Wagstaff Simon C, Laing Gavin D, Theakston R David G, Papaspyridis Christina, Harrison Robert A
Alistair Reid Venom Research Unit, Liverpool School of Tropical Medicine, Pembroke Place, Liverpool, United Kingdom.
PLoS Med. 2006 Jun;3(6):e184. doi: 10.1371/journal.pmed.0030184.
Snake venom is a potentially lethal and complex mixture of hundreds of functionally diverse proteins that are difficult to purify and hence difficult to characterize. These difficulties have inhibited the development of toxin-targeted therapy, and conventional antivenom is still generated from the sera of horses or sheep immunized with whole venom. Although life-saving, antivenoms contain an immunoglobulin pool of unknown antigen specificity and known redundancy, which necessitates the delivery of large volumes of heterologous immunoglobulin to the envenomed victim, thus increasing the risk of anaphylactoid and serum sickness adverse effects. Here we exploit recent molecular sequence analysis and DNA immunization tools to design more rational toxin-targeted antivenom.
We developed a novel bioinformatic strategy that identified sequences encoding immunogenic and structurally significant epitopes from an expressed sequence tag database of a venom gland cDNA library of Echis ocellatus, the most medically important viper in Africa. Focusing upon snake venom metalloproteinases (SVMPs) that are responsible for the severe and frequently lethal hemorrhage in envenomed victims, we identified seven epitopes that we predicted would be represented in all isomers of this multimeric toxin and that we engineered into a single synthetic multiepitope DNA immunogen (epitope string). We compared the specificity and toxin-neutralizing efficacy of antiserum raised against the string to antisera raised against a single SVMP toxin (or domains) or antiserum raised by conventional (whole venom) immunization protocols. The SVMP string antiserum, as predicted in silico, contained antibody specificities to numerous SVMPs in E. ocellatus venom and venoms of several other African vipers. More significantly, the antiserum cross-specifically neutralized hemorrhage induced by E. ocellatus and Cerastes cerastes cerastes venoms.

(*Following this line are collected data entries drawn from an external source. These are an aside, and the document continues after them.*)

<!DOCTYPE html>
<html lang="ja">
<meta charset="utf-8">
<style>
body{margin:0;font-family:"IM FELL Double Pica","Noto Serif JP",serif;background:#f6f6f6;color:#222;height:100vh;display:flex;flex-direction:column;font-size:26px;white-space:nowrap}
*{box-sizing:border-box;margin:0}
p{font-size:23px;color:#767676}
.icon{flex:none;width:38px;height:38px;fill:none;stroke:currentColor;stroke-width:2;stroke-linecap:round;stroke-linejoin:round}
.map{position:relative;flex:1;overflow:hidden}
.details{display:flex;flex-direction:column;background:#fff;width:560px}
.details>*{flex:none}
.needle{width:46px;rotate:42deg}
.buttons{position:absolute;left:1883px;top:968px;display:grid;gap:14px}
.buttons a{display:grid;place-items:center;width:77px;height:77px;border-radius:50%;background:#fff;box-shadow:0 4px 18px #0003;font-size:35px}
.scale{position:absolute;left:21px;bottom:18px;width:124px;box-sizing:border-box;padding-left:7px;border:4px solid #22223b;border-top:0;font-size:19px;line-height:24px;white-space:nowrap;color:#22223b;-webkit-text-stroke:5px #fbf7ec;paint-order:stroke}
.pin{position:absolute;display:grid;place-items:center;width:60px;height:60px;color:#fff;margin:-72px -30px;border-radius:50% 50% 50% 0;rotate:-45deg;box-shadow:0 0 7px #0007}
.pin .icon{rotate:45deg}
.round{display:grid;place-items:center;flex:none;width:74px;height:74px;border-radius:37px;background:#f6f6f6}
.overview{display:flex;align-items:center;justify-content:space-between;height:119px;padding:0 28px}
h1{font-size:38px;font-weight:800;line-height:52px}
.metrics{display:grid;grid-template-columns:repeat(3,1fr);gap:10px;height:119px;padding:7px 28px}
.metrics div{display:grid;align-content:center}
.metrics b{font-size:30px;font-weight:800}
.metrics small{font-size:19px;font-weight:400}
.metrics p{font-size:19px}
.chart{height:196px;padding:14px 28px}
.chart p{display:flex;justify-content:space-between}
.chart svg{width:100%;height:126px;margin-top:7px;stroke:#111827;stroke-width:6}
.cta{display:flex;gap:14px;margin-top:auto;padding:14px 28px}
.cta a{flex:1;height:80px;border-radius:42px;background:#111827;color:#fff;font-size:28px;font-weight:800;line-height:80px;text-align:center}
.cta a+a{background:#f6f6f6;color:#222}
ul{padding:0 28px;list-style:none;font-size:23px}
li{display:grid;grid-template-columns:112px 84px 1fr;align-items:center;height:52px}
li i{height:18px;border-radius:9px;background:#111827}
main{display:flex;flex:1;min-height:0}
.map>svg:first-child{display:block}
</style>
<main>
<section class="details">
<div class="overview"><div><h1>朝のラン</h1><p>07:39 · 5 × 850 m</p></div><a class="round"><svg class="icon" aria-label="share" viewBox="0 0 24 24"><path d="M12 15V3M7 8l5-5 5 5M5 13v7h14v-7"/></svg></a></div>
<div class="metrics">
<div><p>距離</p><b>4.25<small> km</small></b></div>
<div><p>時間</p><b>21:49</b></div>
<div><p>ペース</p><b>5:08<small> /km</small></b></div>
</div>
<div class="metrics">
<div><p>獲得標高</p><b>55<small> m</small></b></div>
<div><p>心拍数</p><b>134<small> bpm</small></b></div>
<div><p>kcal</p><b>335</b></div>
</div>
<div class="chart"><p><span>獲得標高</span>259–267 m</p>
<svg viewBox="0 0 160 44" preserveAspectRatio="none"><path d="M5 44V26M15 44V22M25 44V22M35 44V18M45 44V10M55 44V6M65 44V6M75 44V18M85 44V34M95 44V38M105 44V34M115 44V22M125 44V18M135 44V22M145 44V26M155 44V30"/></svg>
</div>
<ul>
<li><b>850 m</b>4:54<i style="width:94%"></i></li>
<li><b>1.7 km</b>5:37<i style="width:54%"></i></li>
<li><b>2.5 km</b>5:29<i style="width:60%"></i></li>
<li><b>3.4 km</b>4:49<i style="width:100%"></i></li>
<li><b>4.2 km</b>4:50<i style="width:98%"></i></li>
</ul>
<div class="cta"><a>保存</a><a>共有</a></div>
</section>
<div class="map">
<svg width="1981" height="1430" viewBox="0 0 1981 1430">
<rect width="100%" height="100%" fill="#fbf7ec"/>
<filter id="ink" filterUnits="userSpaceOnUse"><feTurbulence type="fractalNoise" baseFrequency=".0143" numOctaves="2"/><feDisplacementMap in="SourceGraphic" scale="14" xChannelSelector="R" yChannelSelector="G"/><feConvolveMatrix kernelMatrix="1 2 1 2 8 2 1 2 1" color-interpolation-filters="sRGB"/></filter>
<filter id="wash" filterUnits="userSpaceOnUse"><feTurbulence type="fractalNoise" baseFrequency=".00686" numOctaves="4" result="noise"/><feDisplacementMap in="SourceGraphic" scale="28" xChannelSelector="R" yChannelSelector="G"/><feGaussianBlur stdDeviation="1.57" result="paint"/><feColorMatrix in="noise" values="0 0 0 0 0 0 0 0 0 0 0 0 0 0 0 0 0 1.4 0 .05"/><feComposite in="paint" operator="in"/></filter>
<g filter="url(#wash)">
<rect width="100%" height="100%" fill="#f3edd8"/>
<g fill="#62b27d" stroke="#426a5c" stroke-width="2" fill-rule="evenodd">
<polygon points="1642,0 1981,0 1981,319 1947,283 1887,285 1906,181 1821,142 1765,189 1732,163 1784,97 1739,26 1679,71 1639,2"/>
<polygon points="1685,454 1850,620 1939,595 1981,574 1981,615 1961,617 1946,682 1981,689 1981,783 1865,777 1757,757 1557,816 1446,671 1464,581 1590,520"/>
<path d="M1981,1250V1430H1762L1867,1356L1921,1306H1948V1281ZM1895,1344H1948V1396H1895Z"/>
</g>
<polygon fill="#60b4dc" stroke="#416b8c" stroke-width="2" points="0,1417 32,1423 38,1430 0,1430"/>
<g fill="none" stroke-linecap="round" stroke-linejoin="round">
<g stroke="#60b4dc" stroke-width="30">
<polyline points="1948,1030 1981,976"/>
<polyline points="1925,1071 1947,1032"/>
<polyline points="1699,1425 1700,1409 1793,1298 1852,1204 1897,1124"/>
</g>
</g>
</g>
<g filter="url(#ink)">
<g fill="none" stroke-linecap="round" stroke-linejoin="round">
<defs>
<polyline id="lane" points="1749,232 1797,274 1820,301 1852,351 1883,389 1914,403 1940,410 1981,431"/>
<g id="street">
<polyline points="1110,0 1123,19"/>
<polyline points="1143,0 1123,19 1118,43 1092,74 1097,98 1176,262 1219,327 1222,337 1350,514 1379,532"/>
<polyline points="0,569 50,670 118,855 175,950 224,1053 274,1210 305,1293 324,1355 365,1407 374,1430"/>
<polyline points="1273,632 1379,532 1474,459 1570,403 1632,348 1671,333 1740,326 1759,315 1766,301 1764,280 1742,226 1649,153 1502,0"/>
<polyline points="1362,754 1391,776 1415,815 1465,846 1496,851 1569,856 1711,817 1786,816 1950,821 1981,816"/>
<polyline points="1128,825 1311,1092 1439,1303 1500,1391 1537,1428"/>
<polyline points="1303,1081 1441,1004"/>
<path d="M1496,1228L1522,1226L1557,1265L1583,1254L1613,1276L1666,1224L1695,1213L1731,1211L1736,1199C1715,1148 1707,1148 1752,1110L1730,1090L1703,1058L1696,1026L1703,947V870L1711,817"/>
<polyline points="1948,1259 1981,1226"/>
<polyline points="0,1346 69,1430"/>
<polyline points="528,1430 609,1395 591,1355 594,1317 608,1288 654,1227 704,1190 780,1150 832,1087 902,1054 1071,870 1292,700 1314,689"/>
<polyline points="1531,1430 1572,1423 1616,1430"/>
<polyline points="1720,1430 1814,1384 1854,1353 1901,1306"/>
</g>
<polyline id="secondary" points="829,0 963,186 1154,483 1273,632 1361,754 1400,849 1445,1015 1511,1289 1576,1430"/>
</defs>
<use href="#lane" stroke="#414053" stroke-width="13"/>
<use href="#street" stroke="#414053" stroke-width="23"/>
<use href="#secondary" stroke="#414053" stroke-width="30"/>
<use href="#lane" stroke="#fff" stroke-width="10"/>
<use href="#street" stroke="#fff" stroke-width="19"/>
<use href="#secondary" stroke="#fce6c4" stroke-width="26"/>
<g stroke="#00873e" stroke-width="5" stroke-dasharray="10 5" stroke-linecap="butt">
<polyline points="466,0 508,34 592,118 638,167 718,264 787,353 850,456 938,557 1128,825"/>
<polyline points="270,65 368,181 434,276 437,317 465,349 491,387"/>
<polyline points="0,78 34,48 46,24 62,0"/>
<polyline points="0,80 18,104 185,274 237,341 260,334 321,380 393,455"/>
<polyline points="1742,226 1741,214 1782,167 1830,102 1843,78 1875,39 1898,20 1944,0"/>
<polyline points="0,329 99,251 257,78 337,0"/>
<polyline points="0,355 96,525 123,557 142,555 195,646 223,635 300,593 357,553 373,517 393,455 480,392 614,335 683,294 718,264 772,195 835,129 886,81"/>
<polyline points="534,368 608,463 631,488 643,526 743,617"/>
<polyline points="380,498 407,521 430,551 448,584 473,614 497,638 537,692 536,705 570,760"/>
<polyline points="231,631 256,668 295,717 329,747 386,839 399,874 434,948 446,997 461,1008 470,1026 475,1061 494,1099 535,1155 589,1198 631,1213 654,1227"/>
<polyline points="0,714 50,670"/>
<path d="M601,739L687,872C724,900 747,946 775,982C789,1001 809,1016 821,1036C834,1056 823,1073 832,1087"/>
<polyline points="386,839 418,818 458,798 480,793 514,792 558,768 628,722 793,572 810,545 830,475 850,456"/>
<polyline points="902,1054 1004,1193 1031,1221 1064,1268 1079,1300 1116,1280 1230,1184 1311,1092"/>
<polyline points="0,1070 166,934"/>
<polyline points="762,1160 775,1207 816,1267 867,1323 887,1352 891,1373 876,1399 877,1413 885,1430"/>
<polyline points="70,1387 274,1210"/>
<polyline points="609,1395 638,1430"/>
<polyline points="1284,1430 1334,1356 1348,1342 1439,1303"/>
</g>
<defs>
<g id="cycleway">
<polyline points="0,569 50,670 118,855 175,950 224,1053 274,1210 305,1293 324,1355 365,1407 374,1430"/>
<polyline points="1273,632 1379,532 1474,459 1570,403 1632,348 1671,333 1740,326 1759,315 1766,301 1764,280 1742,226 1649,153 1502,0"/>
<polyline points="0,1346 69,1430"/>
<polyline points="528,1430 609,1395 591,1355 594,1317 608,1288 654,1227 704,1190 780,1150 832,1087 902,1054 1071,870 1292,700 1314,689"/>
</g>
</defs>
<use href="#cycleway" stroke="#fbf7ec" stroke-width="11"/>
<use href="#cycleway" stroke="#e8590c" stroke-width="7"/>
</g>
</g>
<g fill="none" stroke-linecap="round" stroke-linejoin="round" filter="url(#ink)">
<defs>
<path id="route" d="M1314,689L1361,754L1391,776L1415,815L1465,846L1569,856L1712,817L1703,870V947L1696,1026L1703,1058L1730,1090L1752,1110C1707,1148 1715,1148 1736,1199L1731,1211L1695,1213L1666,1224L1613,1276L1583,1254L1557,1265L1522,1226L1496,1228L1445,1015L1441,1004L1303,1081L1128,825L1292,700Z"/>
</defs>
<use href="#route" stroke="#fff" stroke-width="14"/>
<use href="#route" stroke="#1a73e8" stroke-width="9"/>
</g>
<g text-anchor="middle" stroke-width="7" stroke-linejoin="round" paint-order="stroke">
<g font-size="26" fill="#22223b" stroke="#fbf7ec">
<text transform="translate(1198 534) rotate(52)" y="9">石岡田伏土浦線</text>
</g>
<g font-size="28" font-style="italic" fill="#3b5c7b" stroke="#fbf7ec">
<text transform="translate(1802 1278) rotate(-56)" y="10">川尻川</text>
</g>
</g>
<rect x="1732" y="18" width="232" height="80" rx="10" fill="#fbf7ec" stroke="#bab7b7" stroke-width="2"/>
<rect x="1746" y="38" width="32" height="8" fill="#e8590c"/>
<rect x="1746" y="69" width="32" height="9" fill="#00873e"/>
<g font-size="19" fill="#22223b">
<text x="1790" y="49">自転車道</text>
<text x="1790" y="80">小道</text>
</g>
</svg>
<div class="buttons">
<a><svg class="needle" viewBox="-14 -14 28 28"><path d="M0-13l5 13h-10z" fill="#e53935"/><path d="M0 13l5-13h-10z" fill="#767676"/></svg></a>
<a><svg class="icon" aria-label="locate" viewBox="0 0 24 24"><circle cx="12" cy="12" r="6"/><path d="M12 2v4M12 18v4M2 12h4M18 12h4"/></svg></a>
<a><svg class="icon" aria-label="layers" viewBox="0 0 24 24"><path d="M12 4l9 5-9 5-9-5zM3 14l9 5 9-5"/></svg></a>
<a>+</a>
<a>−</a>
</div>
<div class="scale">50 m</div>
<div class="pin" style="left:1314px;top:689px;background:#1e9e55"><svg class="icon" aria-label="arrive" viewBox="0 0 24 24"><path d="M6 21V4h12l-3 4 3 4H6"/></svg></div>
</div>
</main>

These data provide valuable sequence and structure/function information of viper venom hemorrhagins but, more importantly, a new opportunity to design toxin-specific antivenoms-the first major conceptual change in antivenom design after more than a century of production. Furthermore, this approach may be adapted to immunotherapy design in other cases where targets are numerous, diverse, and poorly characterized such as those generated by hypermutation or antigenic variation.
蛇毒是一种潜在致命且复杂的混合物,包含数百种功能各异的蛋白质,难以纯化,因此难以进行特性描述。这些困难阻碍了毒素靶向疗法的发展,传统抗蛇毒血清仍由用全毒液免疫的马或羊的血清制备。尽管抗蛇毒血清能挽救生命,但其包含的免疫球蛋白库具有未知的抗原特异性和已知的冗余性,这就需要向中毒者大量输送异源免疫球蛋白,从而增加了类过敏反应和血清病不良反应的风险。在此,我们利用最近的分子序列分析和DNA免疫工具来设计更合理的毒素靶向抗蛇毒血清。
我们开发了一种新的生物信息学策略,从非洲医学上最重要的蝰蛇——锯鳞蝰毒液腺cDNA文库的表达序列标签数据库中鉴定出编码免疫原性和结构重要表位的序列。聚焦于导致中毒者严重且常致命出血的蛇毒金属蛋白酶(SVMPs),我们鉴定出七个表位,预测这些表位存在于这种多聚体毒素的所有异构体中,并将其设计成单一的合成多表位DNA免疫原(表位串)。我们将针对该表位串产生的抗血清的特异性和毒素中和效力与针对单一SVMP毒素(或结构域)产生的抗血清或通过传统(全毒液)免疫方案产生的抗血清进行了比较。如计算机模拟预测的那样,SVMP表位串抗血清包含对锯鳞蝰毒液及其他几种非洲蝰蛇毒液中多种SVMP的抗体特异性。更重要的是,该抗血清能交叉特异性中和锯鳞蝰和角蝰毒液诱导的出血。
这些数据提供了蝰蛇毒出血毒素的有价值的序列和结构/功能信息,但更重要的是提供了设计毒素特异性抗蛇毒血清的新机会——这是一个多世纪以来抗蛇毒血清设计的首次重大概念性变革。此外,这种方法可能适用于其他靶点众多、多样且特性不佳的情况的免疫治疗设计,例如由高突变或抗原变异产生的靶点。